= Activity =
All lines from the one containing "thumb ip: (518, 403)" through the final line of the listing below are to be retyped exactly; nothing else goes in the result.

BEGIN Supplied records

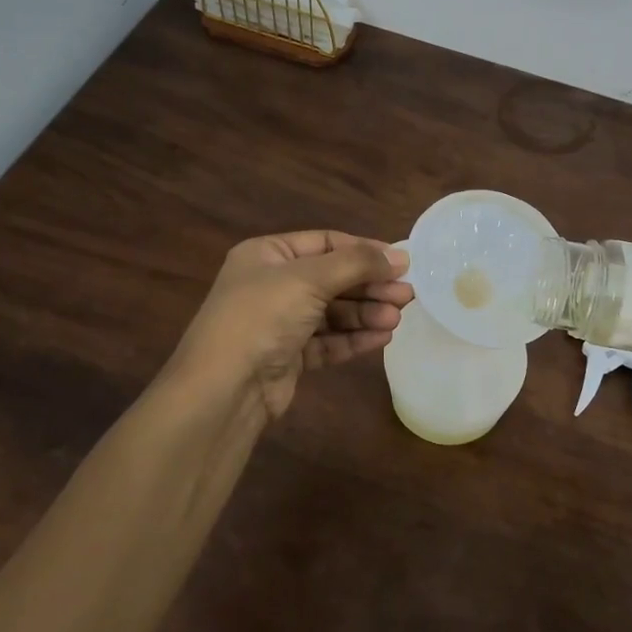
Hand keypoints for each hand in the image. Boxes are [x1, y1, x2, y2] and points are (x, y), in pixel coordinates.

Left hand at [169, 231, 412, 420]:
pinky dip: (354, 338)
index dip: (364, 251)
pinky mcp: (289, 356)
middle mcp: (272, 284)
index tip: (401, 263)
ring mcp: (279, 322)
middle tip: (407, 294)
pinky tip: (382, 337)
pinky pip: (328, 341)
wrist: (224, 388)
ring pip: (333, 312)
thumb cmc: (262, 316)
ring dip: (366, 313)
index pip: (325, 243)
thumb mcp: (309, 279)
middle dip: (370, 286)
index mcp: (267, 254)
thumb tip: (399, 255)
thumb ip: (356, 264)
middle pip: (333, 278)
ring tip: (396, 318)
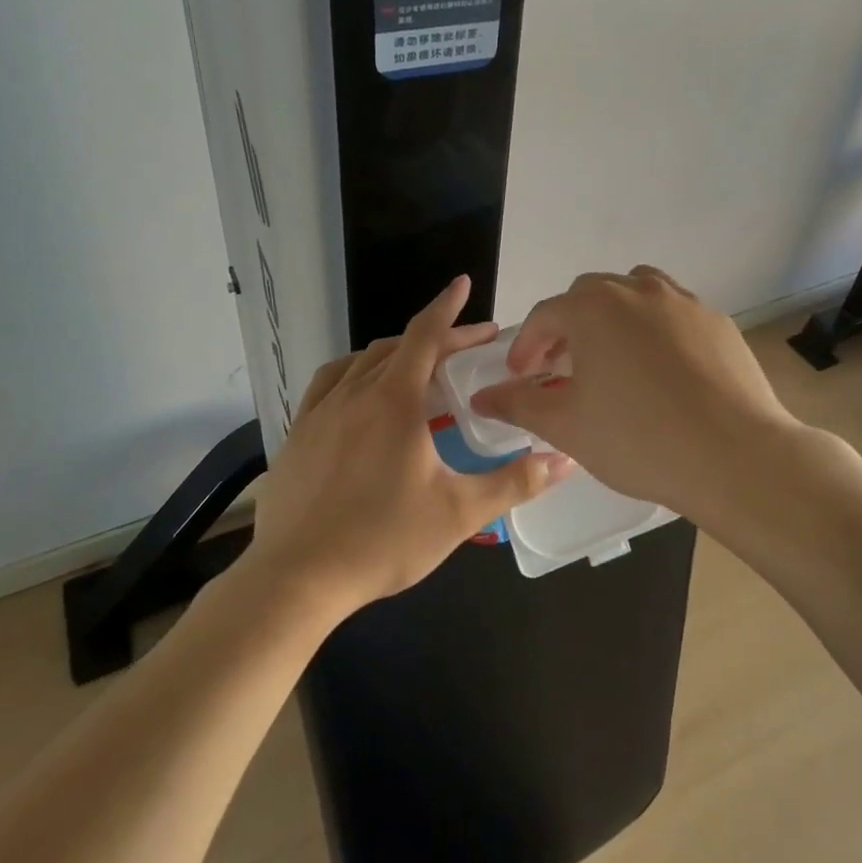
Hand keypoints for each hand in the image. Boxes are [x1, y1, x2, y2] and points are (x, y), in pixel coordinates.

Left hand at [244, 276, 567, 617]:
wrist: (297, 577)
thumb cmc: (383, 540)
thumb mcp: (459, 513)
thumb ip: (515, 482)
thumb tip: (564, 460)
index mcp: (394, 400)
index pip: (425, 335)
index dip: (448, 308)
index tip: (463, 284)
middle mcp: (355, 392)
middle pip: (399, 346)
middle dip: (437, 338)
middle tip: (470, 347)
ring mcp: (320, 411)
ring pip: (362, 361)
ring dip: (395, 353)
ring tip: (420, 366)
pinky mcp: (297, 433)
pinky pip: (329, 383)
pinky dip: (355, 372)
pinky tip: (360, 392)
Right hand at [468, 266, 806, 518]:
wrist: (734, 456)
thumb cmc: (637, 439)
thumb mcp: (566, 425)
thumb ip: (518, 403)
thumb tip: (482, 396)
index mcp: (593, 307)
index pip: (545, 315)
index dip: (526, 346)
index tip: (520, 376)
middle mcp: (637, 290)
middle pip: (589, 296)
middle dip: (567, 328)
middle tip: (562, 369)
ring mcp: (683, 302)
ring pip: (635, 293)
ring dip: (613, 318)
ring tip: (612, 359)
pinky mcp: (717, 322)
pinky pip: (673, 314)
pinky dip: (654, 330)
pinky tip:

END Supplied records

= Written answer =
thumb ip: (518, 403)
thumb tip: (482, 396)
index mcp: (593, 307)
index pip: (545, 315)
index dip: (526, 346)
index tip: (520, 376)
middle mcp: (637, 290)
middle pip: (589, 296)
middle dip: (567, 328)
middle tip: (562, 369)
ring mcp: (683, 302)
ring pip: (635, 293)
ring dip: (613, 318)
ring tip: (612, 359)
pinky mcp: (717, 322)
pinky pip: (673, 314)
pinky dip: (654, 330)
pinky tip:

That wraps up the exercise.